::: ENTRIES PROVIDED :::

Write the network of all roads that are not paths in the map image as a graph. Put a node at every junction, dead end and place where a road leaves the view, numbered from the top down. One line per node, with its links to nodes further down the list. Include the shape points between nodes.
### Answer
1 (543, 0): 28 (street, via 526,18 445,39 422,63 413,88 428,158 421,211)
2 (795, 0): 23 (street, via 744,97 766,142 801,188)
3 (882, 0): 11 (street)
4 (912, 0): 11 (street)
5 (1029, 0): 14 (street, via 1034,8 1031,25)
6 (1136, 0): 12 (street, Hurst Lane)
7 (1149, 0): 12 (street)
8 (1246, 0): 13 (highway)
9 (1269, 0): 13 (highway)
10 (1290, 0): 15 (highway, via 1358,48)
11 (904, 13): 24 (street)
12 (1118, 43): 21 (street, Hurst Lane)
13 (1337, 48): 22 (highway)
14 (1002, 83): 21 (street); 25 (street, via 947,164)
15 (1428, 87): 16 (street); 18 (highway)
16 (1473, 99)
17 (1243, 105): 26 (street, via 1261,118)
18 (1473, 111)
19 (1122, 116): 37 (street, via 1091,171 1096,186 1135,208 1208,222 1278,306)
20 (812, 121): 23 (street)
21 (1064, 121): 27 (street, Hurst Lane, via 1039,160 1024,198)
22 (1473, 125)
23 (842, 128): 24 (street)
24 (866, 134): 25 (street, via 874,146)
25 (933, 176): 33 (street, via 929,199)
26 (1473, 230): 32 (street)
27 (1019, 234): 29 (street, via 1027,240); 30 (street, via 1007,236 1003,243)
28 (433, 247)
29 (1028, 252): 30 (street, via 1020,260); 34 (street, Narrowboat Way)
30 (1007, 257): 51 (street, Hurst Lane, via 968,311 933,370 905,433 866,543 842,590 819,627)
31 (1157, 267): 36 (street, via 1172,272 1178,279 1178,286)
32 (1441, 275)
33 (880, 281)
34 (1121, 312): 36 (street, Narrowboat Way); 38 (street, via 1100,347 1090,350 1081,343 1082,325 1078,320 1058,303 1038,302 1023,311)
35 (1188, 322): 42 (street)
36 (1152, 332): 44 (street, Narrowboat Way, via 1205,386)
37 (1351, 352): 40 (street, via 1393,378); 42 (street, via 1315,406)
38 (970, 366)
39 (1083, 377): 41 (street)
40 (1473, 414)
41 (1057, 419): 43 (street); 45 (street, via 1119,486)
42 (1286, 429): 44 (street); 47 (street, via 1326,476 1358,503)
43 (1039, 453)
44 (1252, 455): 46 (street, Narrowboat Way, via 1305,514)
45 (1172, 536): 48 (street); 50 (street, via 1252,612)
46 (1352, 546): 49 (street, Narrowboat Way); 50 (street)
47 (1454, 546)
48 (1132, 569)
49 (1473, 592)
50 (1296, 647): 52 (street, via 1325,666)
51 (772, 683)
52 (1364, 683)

:::

▶ **TASK GOAL**
Set down the entries above again, word for word.

▶ **EXERCISE RESULT**
Write the network of all roads that are not paths in the map image as a graph. Put a node at every junction, dead end and place where a road leaves the view, numbered from the top down. One line per node, with its links to nodes further down the list. Include the shape points between nodes.
### Answer
1 (543, 0): 28 (street, via 526,18 445,39 422,63 413,88 428,158 421,211)
2 (795, 0): 23 (street, via 744,97 766,142 801,188)
3 (882, 0): 11 (street)
4 (912, 0): 11 (street)
5 (1029, 0): 14 (street, via 1034,8 1031,25)
6 (1136, 0): 12 (street, Hurst Lane)
7 (1149, 0): 12 (street)
8 (1246, 0): 13 (highway)
9 (1269, 0): 13 (highway)
10 (1290, 0): 15 (highway, via 1358,48)
11 (904, 13): 24 (street)
12 (1118, 43): 21 (street, Hurst Lane)
13 (1337, 48): 22 (highway)
14 (1002, 83): 21 (street); 25 (street, via 947,164)
15 (1428, 87): 16 (street); 18 (highway)
16 (1473, 99)
17 (1243, 105): 26 (street, via 1261,118)
18 (1473, 111)
19 (1122, 116): 37 (street, via 1091,171 1096,186 1135,208 1208,222 1278,306)
20 (812, 121): 23 (street)
21 (1064, 121): 27 (street, Hurst Lane, via 1039,160 1024,198)
22 (1473, 125)
23 (842, 128): 24 (street)
24 (866, 134): 25 (street, via 874,146)
25 (933, 176): 33 (street, via 929,199)
26 (1473, 230): 32 (street)
27 (1019, 234): 29 (street, via 1027,240); 30 (street, via 1007,236 1003,243)
28 (433, 247)
29 (1028, 252): 30 (street, via 1020,260); 34 (street, Narrowboat Way)
30 (1007, 257): 51 (street, Hurst Lane, via 968,311 933,370 905,433 866,543 842,590 819,627)
31 (1157, 267): 36 (street, via 1172,272 1178,279 1178,286)
32 (1441, 275)
33 (880, 281)
34 (1121, 312): 36 (street, Narrowboat Way); 38 (street, via 1100,347 1090,350 1081,343 1082,325 1078,320 1058,303 1038,302 1023,311)
35 (1188, 322): 42 (street)
36 (1152, 332): 44 (street, Narrowboat Way, via 1205,386)
37 (1351, 352): 40 (street, via 1393,378); 42 (street, via 1315,406)
38 (970, 366)
39 (1083, 377): 41 (street)
40 (1473, 414)
41 (1057, 419): 43 (street); 45 (street, via 1119,486)
42 (1286, 429): 44 (street); 47 (street, via 1326,476 1358,503)
43 (1039, 453)
44 (1252, 455): 46 (street, Narrowboat Way, via 1305,514)
45 (1172, 536): 48 (street); 50 (street, via 1252,612)
46 (1352, 546): 49 (street, Narrowboat Way); 50 (street)
47 (1454, 546)
48 (1132, 569)
49 (1473, 592)
50 (1296, 647): 52 (street, via 1325,666)
51 (772, 683)
52 (1364, 683)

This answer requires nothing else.